HOUSTON, Texas (KTRK) -- The first Black woman nominated to the U.S. Supreme Court appeared before Senate Judiciary Committee members on Monday.
Judge Ketanji Brown Jackson faces four days of high-profile confirmation hearings from the committee's 11 Republicans and 11 Democrats.
Many African-Americans are beaming with pride over this historic event, including students at Texas Southern University.
TSU students at the Thurgood Marshall School of Law watched the hearing in-between classes on Monday. The school was named after the lawyer and civil rights activist who served as the Associate Justice of the United States Supreme Court and became the court's first African-American justice.
ABC13 spoke to students who said they had always hoped this would happen in their lifetime. They say watching it happen, some feel as though they are on this journey with Jackson.
"Seeing a Black woman finally make it up there in all of her Blackness. Her hair and her locks, I love it," said Naomi Howze who watched the Senate confirmation hearings Monday as she prepares for graduation from TSU's Thurgood Marshall School of Law in just a few weeks.
Howze says the nomination is long overdue.
"It does feel like getting picked last for kickball or something," says Howze. "There's been, like, 115 justices and this is the first Black woman that is actually been chosen."
Jayda Morgan is a first year law student at TSU who says, "For me, seeing the first Black woman that could possibly be confirmed to the Supreme Court and something that I think has been in my dreams. So to see somebody else doing incredible for me, truly."
Morgan says it's a dream she wants for herself someday.
"Seeing just the general reaction to her being confirmed has also made me want it for her more. Just the resistance that she has to face from people who think that she is not qualified when she's over qualified," said Morgan.
"We've been talking about it for years. Just getting more representation in the media and politics. I think it's a perfect way to show that everything's possible," said Kelly Ibekwe, a fellow student.
Students say seeing the possibility of a Black woman having a seat at the bench, which has historically been held by white men, and whose political ideas and looks align with theirs is encouraging for their own futures.
TSU law professor Craig Jackson hopes this week's hearings will inspire more Black students pursue law and go for every position possible in the legal system.
"I think this shows that the glass ceiling for women and for Black women in particular is coming down," says Jackson.
Former U.S. District Judge Vanessa Gilmore watched her dreams come true 28 years ago as she became the youngest sitting federal judge in the U.S. at 36 years old.
"This is such an exciting time not just for judges, not just for African-American women, but for the country as a whole," said Gilmore.
Gilmore says watching Jackson's supreme court confirmation hearings on Monday reminds her of her hearing confirmations in 1994.
She served on the federal bench in the Southern District of Texas during the Clinton administration and retired in January 2022.

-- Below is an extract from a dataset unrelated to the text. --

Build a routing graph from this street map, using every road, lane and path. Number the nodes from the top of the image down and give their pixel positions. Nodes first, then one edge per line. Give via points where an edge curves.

"I was fortunate to have both one of our U.S. senators, which was Kay Bailey Hutchison at the time, and one of our congressmen sit with me at the table during my confirmation hearing before the Senate Judiciary Committee. Which is a big plus to have a senator and a congressman sit with you," said Gilmore.

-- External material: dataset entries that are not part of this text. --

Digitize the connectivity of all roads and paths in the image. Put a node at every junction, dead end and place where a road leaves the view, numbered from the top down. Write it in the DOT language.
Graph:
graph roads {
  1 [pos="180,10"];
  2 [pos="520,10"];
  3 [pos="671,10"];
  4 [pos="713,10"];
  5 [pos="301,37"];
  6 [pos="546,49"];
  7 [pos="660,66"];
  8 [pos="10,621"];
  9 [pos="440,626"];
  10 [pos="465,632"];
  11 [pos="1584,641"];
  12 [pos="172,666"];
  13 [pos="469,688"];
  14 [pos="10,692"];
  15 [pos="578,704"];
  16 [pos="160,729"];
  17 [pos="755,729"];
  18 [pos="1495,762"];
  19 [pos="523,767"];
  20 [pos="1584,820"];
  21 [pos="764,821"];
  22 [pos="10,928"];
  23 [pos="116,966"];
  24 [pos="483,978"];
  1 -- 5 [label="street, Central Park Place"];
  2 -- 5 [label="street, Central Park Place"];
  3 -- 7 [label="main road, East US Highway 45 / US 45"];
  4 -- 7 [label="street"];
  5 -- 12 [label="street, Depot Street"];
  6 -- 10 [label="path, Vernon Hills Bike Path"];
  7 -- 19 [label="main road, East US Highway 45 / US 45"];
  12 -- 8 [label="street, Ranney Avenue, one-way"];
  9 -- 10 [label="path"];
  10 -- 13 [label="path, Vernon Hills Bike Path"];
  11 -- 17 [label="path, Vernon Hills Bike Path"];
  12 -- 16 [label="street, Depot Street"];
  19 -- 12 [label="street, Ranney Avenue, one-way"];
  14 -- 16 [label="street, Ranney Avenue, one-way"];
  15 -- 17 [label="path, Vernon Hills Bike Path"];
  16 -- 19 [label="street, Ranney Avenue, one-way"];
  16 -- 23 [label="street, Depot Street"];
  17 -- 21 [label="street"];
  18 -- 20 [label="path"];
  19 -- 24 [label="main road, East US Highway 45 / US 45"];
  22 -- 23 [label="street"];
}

Gilmore is headed to Washington D.C. and will be in the room to watch Jackson in person as she faces questions from the committee's 11 Republicans and 11 Democrats over two days starting Tuesday.
"Senator Cruz's chief of staff called me and told me that they had a seat for me in the hearing," said Gilmore.

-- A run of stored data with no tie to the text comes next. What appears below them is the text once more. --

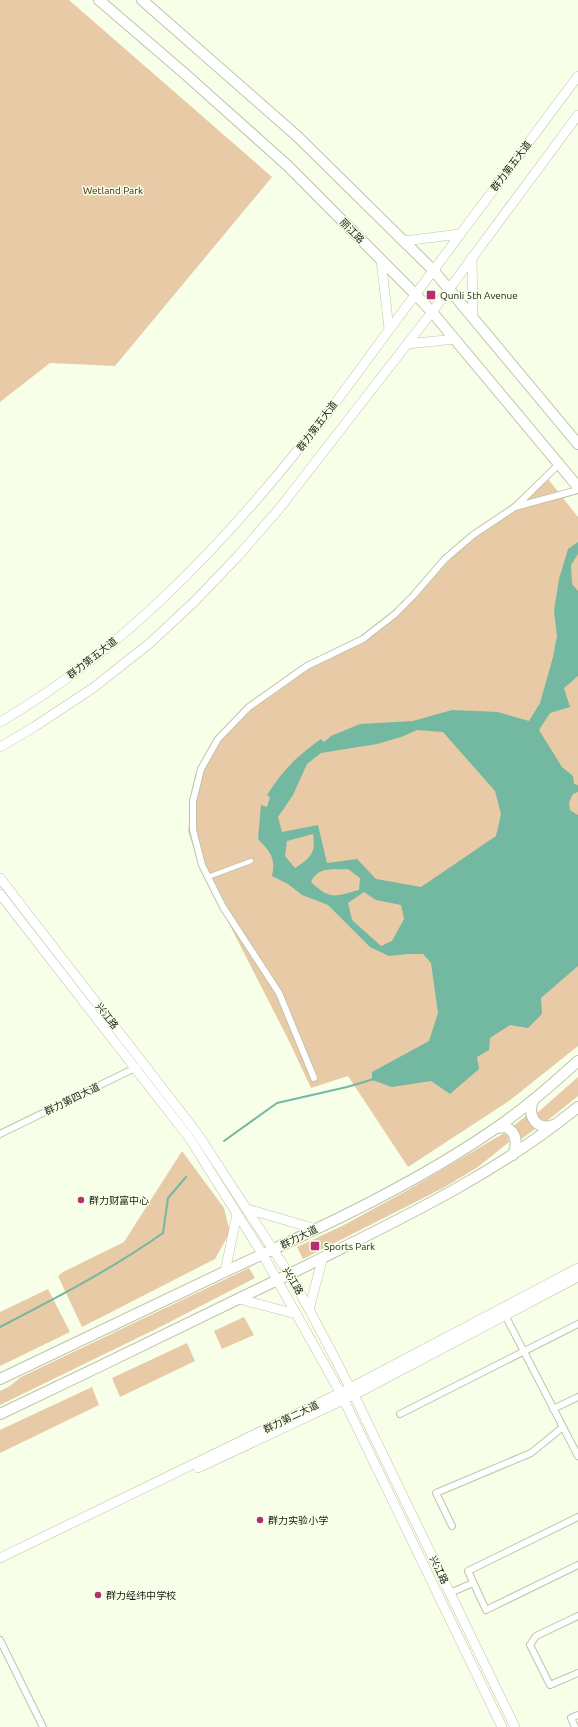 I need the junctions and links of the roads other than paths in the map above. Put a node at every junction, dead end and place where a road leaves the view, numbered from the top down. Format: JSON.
{"nodes":[{"id":1,"x":99,"y":0,"type":"edge"},
{"id":2,"x":142,"y":0,"type":"edge"},
{"id":3,"x":578,"y":76,"type":"edge"},
{"id":4,"x":578,"y":115,"type":"edge"},
{"id":5,"x":460,"y":234,"type":"junction"},
{"id":6,"x":404,"y":241,"type":"junction"},
{"id":7,"x":472,"y":257,"type":"junction"},
{"id":8,"x":381,"y":260,"type":"junction"},
{"id":9,"x":433,"y":270,"type":"junction"},
{"id":10,"x":448,"y":288,"type":"junction"},
{"id":11,"x":415,"y":294,"type":"junction"},
{"id":12,"x":432,"y":312,"type":"junction"},
{"id":13,"x":473,"y":317,"type":"junction"},
{"id":14,"x":389,"y":329,"type":"junction"},
{"id":15,"x":455,"y":339,"type":"junction"},
{"id":16,"x":407,"y":344,"type":"junction"},
{"id":17,"x":578,"y":444,"type":"edge"},
{"id":18,"x":560,"y":464,"type":"junction"},
{"id":19,"x":578,"y":489,"type":"edge"},
{"id":20,"x":514,"y":506,"type":"junction"},
{"id":21,"x":0,"y":722,"type":"edge"},
{"id":22,"x":0,"y":747,"type":"edge"},
{"id":23,"x":251,"y":861,"type":"dead end"},
{"id":24,"x":0,"y":878,"type":"edge"},
{"id":25,"x":208,"y":878,"type":"junction"},
{"id":26,"x":0,"y":894,"type":"edge"},
{"id":27,"x":578,"y":1061,"type":"edge"},
{"id":28,"x":140,"y":1066,"type":"junction"},
{"id":29,"x":314,"y":1078,"type":"dead end"},
{"id":30,"x":532,"y":1100,"type":"junction"},
{"id":31,"x":578,"y":1107,"type":"edge"},
{"id":32,"x":556,"y":1124,"type":"junction"},
{"id":33,"x":496,"y":1128,"type":"junction"},
{"id":34,"x":0,"y":1134,"type":"edge"},
{"id":35,"x":513,"y":1155,"type":"junction"},
{"id":36,"x":216,"y":1169,"type":"junction"},
{"id":37,"x":247,"y":1209,"type":"junction"},
{"id":38,"x":237,"y":1214,"type":"junction"},
{"id":39,"x":316,"y":1229,"type":"junction"},
{"id":40,"x":273,"y":1250,"type":"junction"},
{"id":41,"x":263,"y":1255,"type":"junction"},
{"id":42,"x":323,"y":1257,"type":"junction"},
{"id":43,"x":578,"y":1268,"type":"edge"},
{"id":44,"x":225,"y":1272,"type":"junction"},
{"id":45,"x":289,"y":1274,"type":"junction"},
{"id":46,"x":578,"y":1277,"type":"edge"},
{"id":47,"x":278,"y":1280,"type":"junction"},
{"id":48,"x":239,"y":1299,"type":"junction"},
{"id":49,"x":309,"y":1309,"type":"junction"},
{"id":50,"x":296,"y":1314,"type":"junction"},
{"id":51,"x":506,"y":1315,"type":"junction"},
{"id":52,"x":578,"y":1324,"type":"edge"},
{"id":53,"x":523,"y":1352,"type":"junction"},
{"id":54,"x":0,"y":1379,"type":"edge"},
{"id":55,"x":352,"y":1392,"type":"junction"},
{"id":56,"x":342,"y":1396,"type":"junction"},
{"id":57,"x":578,"y":1398,"type":"edge"},
{"id":58,"x":553,"y":1409,"type":"junction"},
{"id":59,"x":0,"y":1414,"type":"edge"},
{"id":60,"x":400,"y":1414,"type":"dead end"},
{"id":61,"x":563,"y":1427,"type":"junction"},
{"id":62,"x":578,"y":1456,"type":"edge"},
{"id":63,"x":578,"y":1517,"type":"edge"},
{"id":64,"x":452,"y":1526,"type":"dead end"},
{"id":65,"x":0,"y":1558,"type":"edge"},
{"id":66,"x":0,"y":1562,"type":"edge"},
{"id":67,"x":578,"y":1565,"type":"edge"},
{"id":68,"x":473,"y":1583,"type":"junction"},
{"id":69,"x":450,"y":1593,"type":"junction"},
{"id":70,"x":578,"y":1616,"type":"edge"},
{"id":71,"x":0,"y":1640,"type":"edge"},
{"id":72,"x":578,"y":1673,"type":"edge"},
{"id":73,"x":578,"y":1715,"type":"edge"},
{"id":74,"x":43,"y":1727,"type":"edge"},
{"id":75,"x":502,"y":1727,"type":"edge"},
{"id":76,"x":515,"y":1727,"type":"edge"},
{"id":77,"x":575,"y":1727,"type":"edge"}],
"edges":[{"from":1,"to":8,"type":"main road","name":"丽江路"},
{"from":2,"to":6,"type":"main road"},
{"from":3,"to":5,"type":"main road","name":"群力第五大道"},
{"from":4,"to":7,"type":"main road","name":"群力第五大道"},
{"from":5,"to":6,"type":"main road"},
{"from":5,"to":9,"type":"main road","name":"群力第五大道"},
{"from":6,"to":9,"type":"main road"},
{"from":7,"to":10,"type":"main road","name":"群力第五大道"},
{"from":7,"to":13,"type":"main road"},
{"from":8,"to":11,"type":"main road","name":"丽江路"},
{"from":8,"to":14,"type":"main road"},
{"from":9,"to":10,"type":"main road"},
{"from":9,"to":11,"type":"main road","name":"群力第五大道"},
{"from":10,"to":12,"type":"main road","name":"群力第五大道"},
{"from":10,"to":13,"type":"main road"},
{"from":11,"to":12,"type":"main road","name":"丽江路"},
{"from":11,"to":14,"type":"main road","name":"群力第五大道"},
{"from":12,"to":15,"type":"main road","name":"丽江路"},
{"from":12,"to":16,"type":"main road","name":"群力第五大道"},
{"from":13,"to":17,"type":"main road"},
{"from":14,"to":21,"type":"main road","name":"群力第五大道"},
{"from":15,"to":16,"type":"main road"},
{"from":15,"to":18,"type":"main road","name":"丽江路"},
{"from":16,"to":22,"type":"main road","name":"群力第五大道"},
{"from":18,"to":19,"type":"main road","name":"丽江路"},
{"from":18,"to":20,"type":"street"},
{"from":19,"to":20,"type":"street"},
{"from":20,"to":25,"type":"street"},
{"from":23,"to":25,"type":"street"},
{"from":24,"to":28,"type":"main road","name":"兴江路"},
{"from":25,"to":29,"type":"street"},
{"from":26,"to":28,"type":"main road","name":"兴江路"},
{"from":27,"to":30,"type":"main road","name":"群力大道"},
{"from":28,"to":34,"type":"street","name":"群力第四大道"},
{"from":28,"to":36,"type":"main road","name":"兴江路"},
{"from":28,"to":36,"type":"main road","name":"兴江路"},
{"from":30,"to":32,"type":"main road"},
{"from":30,"to":33,"type":"main road","name":"群力大道"},
{"from":31,"to":32,"type":"main road"},
{"from":32,"to":35,"type":"main road"},
{"from":33,"to":35,"type":"main road"},
{"from":33,"to":39,"type":"main road","name":"群力大道"},
{"from":35,"to":42,"type":"main road"},
{"from":36,"to":37,"type":"main road","name":"兴江路"},
{"from":36,"to":38,"type":"main road","name":"兴江路"},
{"from":37,"to":39,"type":"main road"},
{"from":37,"to":40,"type":"main road","name":"兴江路"},
{"from":38,"to":41,"type":"main road","name":"兴江路"},
{"from":38,"to":44,"type":"main road"},
{"from":39,"to":40,"type":"main road","name":"群力大道"},
{"from":40,"to":41,"type":"main road","name":"群力大道"},
{"from":40,"to":45,"type":"main road","name":"兴江路"},
{"from":41,"to":44,"type":"main road","name":"群力大道"},
{"from":41,"to":47,"type":"main road","name":"兴江路"},
{"from":42,"to":45,"type":"main road"},
{"from":42,"to":49,"type":"main road"},
{"from":43,"to":55,"type":"main road","name":"群力第二大道"},
{"from":44,"to":54,"type":"main road","name":"群力大道"},
{"from":45,"to":47,"type":"main road"},
{"from":45,"to":49,"type":"main road","name":"兴江路"},
{"from":46,"to":51,"type":"main road","name":"群力第二大道"},
{"from":47,"to":48,"type":"main road"},
{"from":47,"to":50,"type":"main road","name":"兴江路"},
{"from":48,"to":50,"type":"main road"},
{"from":48,"to":59,"type":"main road"},
{"from":49,"to":55,"type":"main road","name":"兴江路"},
{"from":50,"to":56,"type":"main road","name":"兴江路"},
{"from":51,"to":53,"type":"street"},
{"from":51,"to":55,"type":"main road","name":"群力第二大道"},
{"from":52,"to":53,"type":"street"},
{"from":53,"to":58,"type":"street"},
{"from":53,"to":60,"type":"street"},
{"from":55,"to":56,"type":"main road","name":"群力第二大道"},
{"from":55,"to":69,"type":"main road","name":"兴江路"},
{"from":56,"to":65,"type":"main road","name":"群力第二大道"},
{"from":56,"to":66,"type":"main road","name":"群力第二大道"},
{"from":56,"to":75,"type":"main road","name":"兴江路"},
{"from":57,"to":58,"type":"street"},
{"from":58,"to":61,"type":"street"},
{"from":61,"to":62,"type":"street"},
{"from":61,"to":64,"type":"street"},
{"from":63,"to":68,"type":"street"},
{"from":67,"to":68,"type":"street"},
{"from":68,"to":69,"type":"street"},
{"from":69,"to":76,"type":"main road","name":"兴江路"},
{"from":70,"to":72,"type":"street"},
{"from":71,"to":74,"type":"street"},
{"from":73,"to":77,"type":"street"}]}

Gilmore says the possibility of a Black woman sitting on the U.S. Supreme Court is long overdue, but this now is an opportunity for the country to see the highest court in the land reflect what America really looks like.
"It is an especially exciting time for those of us, particularly African-American women who've been in the judiciary to see one of our own, be elevated to the highest court in the land. Somebody who is immensely qualified. Somebody who has the background experience, the education and the temperament to serve as a Supreme Court judge," says Gilmore.
Gilmore says Jackson's role on the Supreme Court will have a tremendous impact especially in the Black community. By encouraging and supporting dreams many women only hoped for.
"They will see her place there as meaning that it is achievable, it is attainable and it is something that they can certainly set their sights on. We'll be able to point to her as evidence and prove that Black women are qualified and deserve to be in the spaces that they are in. We are sometimes always having to push back and prove we deserve to be here. We're qualified, we're educated, we have the experience, but seeing somebody like her rise to the top lifts all of us in many ways," said Gilmore.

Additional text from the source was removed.